* [Working data]
· · ·

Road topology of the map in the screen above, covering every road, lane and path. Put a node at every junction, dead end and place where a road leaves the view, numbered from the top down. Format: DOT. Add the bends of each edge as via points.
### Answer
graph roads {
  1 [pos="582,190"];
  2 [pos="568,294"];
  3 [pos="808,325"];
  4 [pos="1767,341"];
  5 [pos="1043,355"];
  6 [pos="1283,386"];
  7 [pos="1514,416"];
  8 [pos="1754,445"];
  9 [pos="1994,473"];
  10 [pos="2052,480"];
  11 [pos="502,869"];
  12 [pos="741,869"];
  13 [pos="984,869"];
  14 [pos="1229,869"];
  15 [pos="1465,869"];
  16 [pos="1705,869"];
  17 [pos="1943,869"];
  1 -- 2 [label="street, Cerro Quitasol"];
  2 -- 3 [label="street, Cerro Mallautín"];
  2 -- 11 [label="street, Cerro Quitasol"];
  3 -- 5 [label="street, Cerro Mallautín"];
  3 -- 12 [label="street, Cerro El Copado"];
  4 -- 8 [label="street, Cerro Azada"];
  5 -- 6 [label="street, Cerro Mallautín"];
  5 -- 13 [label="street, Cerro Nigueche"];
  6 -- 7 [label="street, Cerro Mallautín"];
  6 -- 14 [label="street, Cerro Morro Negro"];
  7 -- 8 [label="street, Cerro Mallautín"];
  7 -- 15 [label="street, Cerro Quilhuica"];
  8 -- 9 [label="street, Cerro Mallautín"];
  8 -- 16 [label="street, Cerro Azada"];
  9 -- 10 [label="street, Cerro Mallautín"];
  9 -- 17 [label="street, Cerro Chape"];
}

· · ·

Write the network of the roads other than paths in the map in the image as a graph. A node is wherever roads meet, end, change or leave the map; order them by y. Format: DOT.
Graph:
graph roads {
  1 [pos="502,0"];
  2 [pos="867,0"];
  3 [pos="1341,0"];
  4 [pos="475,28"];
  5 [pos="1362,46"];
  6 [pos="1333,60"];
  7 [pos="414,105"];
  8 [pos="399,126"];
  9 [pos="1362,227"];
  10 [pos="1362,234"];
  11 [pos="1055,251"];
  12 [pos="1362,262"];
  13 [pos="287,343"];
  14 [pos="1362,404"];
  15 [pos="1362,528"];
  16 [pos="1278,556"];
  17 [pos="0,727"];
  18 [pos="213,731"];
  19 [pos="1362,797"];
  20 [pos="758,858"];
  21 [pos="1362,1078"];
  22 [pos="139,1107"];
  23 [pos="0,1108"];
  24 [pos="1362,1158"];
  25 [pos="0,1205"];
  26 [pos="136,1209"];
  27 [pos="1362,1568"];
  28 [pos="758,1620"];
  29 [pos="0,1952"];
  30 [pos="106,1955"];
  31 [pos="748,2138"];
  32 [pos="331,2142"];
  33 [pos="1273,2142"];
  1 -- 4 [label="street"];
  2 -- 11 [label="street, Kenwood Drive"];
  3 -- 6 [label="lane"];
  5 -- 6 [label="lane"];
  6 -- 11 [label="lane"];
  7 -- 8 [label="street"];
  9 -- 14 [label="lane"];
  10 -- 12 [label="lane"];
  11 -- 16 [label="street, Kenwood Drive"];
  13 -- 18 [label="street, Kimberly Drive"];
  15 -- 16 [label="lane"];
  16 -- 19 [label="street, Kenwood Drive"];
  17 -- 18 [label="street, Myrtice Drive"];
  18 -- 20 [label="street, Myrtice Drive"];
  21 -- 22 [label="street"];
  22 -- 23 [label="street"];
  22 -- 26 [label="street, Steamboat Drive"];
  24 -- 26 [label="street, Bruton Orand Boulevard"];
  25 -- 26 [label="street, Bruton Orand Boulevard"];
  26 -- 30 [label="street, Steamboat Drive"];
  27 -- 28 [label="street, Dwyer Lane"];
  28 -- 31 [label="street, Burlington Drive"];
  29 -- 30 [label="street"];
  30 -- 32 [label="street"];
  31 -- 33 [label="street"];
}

· · ·

* [What is required]
Using the entries above, return each line in which the word "node" occurs.

* [Written response]
Road topology of the map in the screen above, covering every road, lane and path. Put a node at every junction, dead end and place where a road leaves the view, numbered from the top down. Format: DOT. Add the bends of each edge as via points.
Write the network of the roads other than paths in the map in the image as a graph. A node is wherever roads meet, end, change or leave the map; order them by y. Format: DOT.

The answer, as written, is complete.